But the post was another thing. He can’t risk some nosy parker coming looking for a missing gardening catalogue or water bill, so he sends her out to take it to the right house. It was a cherished freedom and she wondered if there would ever be a day when she would have the courage to ask for help, tell some stranger on a rainy doorstep she needs a friend, not even a friend, just someone, anyone who could break the crushing spell, help her break her silence.

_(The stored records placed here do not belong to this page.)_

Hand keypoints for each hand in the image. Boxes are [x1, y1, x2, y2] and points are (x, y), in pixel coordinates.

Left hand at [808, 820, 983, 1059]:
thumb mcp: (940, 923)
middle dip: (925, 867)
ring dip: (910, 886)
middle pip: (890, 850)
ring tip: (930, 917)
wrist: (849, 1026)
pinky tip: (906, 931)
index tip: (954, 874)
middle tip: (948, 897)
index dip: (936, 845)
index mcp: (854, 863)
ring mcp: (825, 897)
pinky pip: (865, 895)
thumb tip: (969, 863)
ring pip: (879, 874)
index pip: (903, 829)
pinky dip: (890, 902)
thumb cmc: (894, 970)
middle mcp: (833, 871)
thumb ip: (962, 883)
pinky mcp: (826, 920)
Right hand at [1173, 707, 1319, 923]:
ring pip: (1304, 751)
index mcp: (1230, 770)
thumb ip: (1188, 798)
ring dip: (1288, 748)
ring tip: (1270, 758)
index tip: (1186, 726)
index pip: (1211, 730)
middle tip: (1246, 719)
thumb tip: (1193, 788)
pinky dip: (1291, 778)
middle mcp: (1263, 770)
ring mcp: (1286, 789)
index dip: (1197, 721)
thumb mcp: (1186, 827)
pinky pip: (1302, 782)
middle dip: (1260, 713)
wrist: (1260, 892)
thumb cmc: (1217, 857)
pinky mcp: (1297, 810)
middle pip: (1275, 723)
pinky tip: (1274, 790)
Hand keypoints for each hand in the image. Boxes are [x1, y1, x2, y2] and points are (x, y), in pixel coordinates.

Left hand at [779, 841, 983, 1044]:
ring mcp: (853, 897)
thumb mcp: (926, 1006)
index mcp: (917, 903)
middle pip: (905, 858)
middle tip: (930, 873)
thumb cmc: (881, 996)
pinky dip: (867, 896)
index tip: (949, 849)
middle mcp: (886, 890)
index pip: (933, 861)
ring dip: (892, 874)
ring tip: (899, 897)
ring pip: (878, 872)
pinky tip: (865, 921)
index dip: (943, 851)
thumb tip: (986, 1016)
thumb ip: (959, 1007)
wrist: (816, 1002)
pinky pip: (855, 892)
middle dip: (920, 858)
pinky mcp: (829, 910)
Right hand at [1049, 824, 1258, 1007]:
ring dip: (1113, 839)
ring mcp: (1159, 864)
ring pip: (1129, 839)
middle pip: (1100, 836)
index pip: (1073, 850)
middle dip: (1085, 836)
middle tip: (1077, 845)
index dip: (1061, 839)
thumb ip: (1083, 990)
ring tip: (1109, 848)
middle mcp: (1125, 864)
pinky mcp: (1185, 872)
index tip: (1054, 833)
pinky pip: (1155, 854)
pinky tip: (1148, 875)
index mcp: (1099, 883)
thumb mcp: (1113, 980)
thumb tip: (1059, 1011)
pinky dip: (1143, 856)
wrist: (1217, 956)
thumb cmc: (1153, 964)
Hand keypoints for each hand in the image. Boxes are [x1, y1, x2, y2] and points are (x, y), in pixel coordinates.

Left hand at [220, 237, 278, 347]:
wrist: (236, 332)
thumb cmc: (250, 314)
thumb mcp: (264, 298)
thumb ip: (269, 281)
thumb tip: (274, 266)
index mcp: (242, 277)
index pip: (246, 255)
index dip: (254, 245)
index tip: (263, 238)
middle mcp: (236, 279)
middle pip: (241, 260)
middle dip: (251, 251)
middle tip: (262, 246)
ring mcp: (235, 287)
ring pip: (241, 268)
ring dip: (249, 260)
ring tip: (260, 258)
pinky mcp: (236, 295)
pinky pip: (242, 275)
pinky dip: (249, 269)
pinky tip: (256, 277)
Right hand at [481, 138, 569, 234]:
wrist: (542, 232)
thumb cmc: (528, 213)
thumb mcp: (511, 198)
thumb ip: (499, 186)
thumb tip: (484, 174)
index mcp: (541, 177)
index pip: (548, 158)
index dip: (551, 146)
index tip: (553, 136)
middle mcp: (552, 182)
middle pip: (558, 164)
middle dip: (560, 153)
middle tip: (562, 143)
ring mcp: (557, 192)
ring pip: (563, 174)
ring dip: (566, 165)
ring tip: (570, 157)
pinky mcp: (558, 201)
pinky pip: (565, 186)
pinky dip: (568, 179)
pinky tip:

Late on Sunday afternoon she brings him a cup of tea and a cake, standing patient until he’s woken fully from his nap and is ready to take it. She hopes the tea won’t go cold. Dismissed and sitting quietly in her scruffy chair, Brenda watches him go through yesterday’s post, looking for his next appointment letter, his betting statement. He tosses a handful of letters onto the carpet and grunts. “You’d better get these back before they miss them and come asnooping”. Brenda’s never dared question why he thought people would come to them in search of lost post. She looks at him, warily, considering the safest way to answer. He’s giving her a mock grin, as he bites into his Bakewell tart, though the grin looks like a smile. She smiles back, as she turns on the television and hands him the remote. Before she leaves Brenda empties the ashtray and brings him another beer. She takes away his empty cup and plate. Dutiful, caring, pretending she’s still in love not fear. “Shan’t be long” she trills and coat in hand heads out of the little bungalow towards the lane.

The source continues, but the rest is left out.